I was trying to match that to the Cracker song for way too long… I think maybe one hour of sleep last night was not enough.
To be with you, bro
It’s like being low
Deux, deux, deux, a deux chevaux
I was thinking a deeper cut called “Teen Angst” where one of the best lines is “I don’t know what the world may need, but a V8 engine’s a good start for me, I think I’ll drive and find a place to be surly.”
Do you wanna gear down with me
Like some discount Deux Cheaveux
A million miles within that seat
A million million miles, a million miles
There has got to be a sweet spot between Battery weight and ICE motor weight that makes a case for a Battery car with a range extender. I know, the i3? I mean maybe, but if that is the case then benchmark and improve enough to use something simple and easy to maintain including battery packs.
I still say it would be hard to make the 2CV as inexpensive and reliable as it needs to be though. I think the safety feature requirements are still somewhat required in the markets mentioned and they rarely scale down in cost based upon car size.
you’re making me thinking…
Put some battery in the orginal 2CV chassis between the two weird shock absorbers, put a modernized 2 cylinder ICE in place of the original ( but keep it aircooled ), add more battery around that ( there’s plenty of space under that hood ), remove the transmission, the ICE is only here to refll the battery so it runs at the optimal speed.
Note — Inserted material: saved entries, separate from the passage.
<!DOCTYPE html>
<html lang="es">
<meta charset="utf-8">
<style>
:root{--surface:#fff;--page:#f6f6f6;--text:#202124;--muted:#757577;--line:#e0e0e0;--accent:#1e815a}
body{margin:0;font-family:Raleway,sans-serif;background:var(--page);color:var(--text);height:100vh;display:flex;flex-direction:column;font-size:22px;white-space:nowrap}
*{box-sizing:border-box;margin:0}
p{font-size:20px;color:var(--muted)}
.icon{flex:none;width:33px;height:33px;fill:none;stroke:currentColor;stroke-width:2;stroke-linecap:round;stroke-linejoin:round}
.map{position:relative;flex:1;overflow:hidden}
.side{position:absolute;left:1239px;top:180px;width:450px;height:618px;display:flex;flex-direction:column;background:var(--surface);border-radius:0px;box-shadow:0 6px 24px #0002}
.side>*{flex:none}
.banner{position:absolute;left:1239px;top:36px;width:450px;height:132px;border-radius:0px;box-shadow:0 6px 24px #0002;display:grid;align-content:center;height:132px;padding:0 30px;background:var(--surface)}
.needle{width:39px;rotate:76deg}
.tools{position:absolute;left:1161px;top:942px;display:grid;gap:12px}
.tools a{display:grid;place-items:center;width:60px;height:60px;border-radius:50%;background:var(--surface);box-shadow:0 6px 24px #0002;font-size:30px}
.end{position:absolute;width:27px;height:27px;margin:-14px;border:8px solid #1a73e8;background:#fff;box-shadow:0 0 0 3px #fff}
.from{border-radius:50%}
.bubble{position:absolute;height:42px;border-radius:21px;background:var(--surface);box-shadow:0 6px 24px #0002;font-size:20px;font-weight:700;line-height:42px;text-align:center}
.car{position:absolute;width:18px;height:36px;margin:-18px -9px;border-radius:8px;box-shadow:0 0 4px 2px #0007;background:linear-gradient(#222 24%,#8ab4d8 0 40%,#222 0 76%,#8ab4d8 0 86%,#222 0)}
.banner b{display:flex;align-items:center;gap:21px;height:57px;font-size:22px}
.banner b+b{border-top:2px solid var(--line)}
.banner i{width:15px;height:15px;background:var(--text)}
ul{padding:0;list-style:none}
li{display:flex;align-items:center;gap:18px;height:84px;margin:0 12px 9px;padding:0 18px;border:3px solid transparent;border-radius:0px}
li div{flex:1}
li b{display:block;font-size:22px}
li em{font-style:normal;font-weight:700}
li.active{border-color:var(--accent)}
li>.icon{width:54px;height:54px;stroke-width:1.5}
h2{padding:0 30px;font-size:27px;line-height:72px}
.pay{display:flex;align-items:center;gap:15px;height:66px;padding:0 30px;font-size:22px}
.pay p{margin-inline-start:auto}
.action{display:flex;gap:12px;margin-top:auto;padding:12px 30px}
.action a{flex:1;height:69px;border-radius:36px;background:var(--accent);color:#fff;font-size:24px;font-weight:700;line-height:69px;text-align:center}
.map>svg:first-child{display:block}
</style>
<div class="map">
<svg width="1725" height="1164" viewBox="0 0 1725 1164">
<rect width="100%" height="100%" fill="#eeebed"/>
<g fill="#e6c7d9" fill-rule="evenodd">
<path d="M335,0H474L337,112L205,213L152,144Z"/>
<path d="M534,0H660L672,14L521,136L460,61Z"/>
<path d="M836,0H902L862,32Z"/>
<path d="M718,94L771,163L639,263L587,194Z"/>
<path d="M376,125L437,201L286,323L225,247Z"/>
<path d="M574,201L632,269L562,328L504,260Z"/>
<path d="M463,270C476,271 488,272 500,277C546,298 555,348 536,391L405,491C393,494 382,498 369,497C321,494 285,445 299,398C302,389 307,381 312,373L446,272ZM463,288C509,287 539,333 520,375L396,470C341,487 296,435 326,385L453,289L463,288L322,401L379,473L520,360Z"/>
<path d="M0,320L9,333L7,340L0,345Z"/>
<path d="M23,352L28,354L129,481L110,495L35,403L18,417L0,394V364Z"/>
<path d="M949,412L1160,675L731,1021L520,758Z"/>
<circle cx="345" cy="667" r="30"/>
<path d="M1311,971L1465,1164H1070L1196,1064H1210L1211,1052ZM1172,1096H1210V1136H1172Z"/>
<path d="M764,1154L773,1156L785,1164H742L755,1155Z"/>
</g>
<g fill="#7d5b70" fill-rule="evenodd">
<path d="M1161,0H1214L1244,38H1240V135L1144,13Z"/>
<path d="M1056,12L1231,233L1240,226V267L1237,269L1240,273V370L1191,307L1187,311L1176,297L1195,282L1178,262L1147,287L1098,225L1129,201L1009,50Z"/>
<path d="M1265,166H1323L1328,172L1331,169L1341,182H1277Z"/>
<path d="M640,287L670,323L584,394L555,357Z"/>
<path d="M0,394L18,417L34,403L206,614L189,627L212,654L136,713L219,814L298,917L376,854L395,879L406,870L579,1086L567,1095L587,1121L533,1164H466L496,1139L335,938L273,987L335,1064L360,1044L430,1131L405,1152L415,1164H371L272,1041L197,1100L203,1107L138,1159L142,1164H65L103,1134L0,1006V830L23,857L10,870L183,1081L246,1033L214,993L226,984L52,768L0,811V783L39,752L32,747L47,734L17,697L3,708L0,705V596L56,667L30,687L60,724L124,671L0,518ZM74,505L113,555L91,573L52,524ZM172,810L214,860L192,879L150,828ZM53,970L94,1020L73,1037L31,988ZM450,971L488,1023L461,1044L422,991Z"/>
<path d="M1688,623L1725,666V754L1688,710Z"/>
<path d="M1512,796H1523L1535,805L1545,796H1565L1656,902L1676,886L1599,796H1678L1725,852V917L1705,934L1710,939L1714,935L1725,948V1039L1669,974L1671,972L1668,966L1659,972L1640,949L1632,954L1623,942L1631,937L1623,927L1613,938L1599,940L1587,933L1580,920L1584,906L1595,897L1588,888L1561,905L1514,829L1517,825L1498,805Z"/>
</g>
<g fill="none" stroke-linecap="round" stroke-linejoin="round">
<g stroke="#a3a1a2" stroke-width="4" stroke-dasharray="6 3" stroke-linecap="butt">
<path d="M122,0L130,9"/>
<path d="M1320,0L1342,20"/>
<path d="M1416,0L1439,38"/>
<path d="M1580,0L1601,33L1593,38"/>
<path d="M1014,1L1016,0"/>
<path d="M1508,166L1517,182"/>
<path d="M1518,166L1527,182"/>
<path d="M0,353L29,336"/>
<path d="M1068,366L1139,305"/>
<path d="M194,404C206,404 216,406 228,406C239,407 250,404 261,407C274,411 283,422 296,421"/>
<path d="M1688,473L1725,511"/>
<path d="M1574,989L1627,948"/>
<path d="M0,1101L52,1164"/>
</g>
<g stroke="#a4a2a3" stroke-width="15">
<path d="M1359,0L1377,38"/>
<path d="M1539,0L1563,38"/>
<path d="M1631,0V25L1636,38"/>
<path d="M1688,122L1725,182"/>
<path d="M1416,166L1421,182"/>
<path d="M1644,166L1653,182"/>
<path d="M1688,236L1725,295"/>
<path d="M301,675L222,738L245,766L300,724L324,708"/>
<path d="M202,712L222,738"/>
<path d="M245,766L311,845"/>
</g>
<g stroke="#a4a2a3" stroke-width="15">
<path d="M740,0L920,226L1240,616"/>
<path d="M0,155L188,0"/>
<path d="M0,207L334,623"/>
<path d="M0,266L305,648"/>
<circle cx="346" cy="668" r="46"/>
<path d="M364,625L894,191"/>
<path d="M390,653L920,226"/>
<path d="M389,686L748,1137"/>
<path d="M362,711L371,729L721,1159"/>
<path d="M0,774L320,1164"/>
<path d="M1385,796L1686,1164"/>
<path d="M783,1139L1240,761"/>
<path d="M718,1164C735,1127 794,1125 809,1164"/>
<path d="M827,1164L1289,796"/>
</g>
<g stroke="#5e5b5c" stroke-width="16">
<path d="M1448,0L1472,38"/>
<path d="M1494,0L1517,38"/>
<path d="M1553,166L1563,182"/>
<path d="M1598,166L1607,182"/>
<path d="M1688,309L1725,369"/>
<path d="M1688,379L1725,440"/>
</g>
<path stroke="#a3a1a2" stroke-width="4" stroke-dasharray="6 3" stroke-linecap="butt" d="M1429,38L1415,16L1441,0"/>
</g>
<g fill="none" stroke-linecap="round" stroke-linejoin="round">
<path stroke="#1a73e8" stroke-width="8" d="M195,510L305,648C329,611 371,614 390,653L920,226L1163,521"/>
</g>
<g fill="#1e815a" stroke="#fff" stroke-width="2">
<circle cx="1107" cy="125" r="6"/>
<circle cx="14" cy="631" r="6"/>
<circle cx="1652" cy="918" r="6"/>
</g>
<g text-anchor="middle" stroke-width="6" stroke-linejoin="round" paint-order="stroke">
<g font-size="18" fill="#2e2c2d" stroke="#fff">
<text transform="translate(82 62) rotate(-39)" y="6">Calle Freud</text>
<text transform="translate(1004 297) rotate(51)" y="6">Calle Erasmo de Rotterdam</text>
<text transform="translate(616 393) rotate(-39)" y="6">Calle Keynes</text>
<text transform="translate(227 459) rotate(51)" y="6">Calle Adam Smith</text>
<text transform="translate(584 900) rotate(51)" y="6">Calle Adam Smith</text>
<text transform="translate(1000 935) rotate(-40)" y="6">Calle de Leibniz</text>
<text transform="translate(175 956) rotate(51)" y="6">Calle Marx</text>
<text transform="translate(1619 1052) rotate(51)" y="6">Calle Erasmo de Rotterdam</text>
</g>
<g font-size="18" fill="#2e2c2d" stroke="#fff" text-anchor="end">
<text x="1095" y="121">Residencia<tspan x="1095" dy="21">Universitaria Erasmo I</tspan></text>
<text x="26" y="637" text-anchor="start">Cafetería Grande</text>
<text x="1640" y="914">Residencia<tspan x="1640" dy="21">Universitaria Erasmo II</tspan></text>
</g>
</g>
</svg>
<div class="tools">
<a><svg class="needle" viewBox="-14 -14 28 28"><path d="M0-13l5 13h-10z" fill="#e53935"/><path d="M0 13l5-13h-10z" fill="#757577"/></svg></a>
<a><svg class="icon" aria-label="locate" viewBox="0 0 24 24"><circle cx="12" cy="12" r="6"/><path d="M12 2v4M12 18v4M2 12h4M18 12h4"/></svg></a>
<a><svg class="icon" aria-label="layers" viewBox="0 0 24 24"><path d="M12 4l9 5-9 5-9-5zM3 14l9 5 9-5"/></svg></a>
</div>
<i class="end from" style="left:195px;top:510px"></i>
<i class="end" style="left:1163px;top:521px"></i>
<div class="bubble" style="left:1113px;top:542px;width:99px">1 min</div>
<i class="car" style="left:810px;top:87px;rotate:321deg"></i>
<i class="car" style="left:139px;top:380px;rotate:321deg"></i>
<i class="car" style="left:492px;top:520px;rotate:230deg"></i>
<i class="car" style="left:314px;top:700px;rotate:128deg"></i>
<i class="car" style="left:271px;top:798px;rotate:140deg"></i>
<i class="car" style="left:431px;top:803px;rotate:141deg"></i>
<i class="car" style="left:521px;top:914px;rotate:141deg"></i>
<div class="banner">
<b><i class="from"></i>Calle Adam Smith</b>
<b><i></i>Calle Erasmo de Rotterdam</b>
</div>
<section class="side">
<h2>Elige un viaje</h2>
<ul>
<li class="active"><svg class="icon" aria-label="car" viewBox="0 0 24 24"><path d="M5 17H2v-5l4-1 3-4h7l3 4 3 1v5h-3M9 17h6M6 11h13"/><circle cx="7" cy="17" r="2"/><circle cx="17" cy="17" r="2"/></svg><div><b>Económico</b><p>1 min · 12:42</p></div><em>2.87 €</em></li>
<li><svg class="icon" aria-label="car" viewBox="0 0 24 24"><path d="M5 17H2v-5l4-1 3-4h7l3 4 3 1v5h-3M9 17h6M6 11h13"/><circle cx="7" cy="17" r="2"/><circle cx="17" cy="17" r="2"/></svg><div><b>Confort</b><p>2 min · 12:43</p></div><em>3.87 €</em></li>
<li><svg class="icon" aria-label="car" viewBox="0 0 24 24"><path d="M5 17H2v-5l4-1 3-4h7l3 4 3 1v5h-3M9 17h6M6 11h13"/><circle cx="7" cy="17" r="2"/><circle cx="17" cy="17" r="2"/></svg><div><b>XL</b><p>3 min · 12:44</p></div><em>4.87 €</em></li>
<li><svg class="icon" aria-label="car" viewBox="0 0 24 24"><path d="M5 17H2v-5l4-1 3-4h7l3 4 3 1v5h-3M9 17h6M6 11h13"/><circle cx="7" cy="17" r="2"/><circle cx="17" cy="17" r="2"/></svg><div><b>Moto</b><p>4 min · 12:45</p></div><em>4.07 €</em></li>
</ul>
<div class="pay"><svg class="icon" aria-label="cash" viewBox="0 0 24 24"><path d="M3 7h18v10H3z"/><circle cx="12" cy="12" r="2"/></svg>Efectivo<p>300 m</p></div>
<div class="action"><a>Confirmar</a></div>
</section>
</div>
Sell it below 15K€ ( maybe even as low as 10K€ ) and you will have an instant hit in Europe.
And to hell if it gets no star at Euro NCAP because the whole thing doesn’t have the tons of stuff supposed to protect people ( yeah, the Takata scandal finally reached France and Europe ), the 2CV was never built to be a race car and reaching 110km/h should be enough speed. ( so that it doesn’t become too much of a moving roadblock on motorways, anyway, it’s going to be an urban cars and most urban motorways are 90Km/h or less (glares at the 50Km/h of the Périphérque)
It will be like the New Beetle and ID.Buzz – interesting, unique, and totally lacking in the best qualities of the original.
Don’t forget hideously expensive!
Hopefully it spurs its own product lineup of lower-spec/cost vehicles, to compete against Dacia.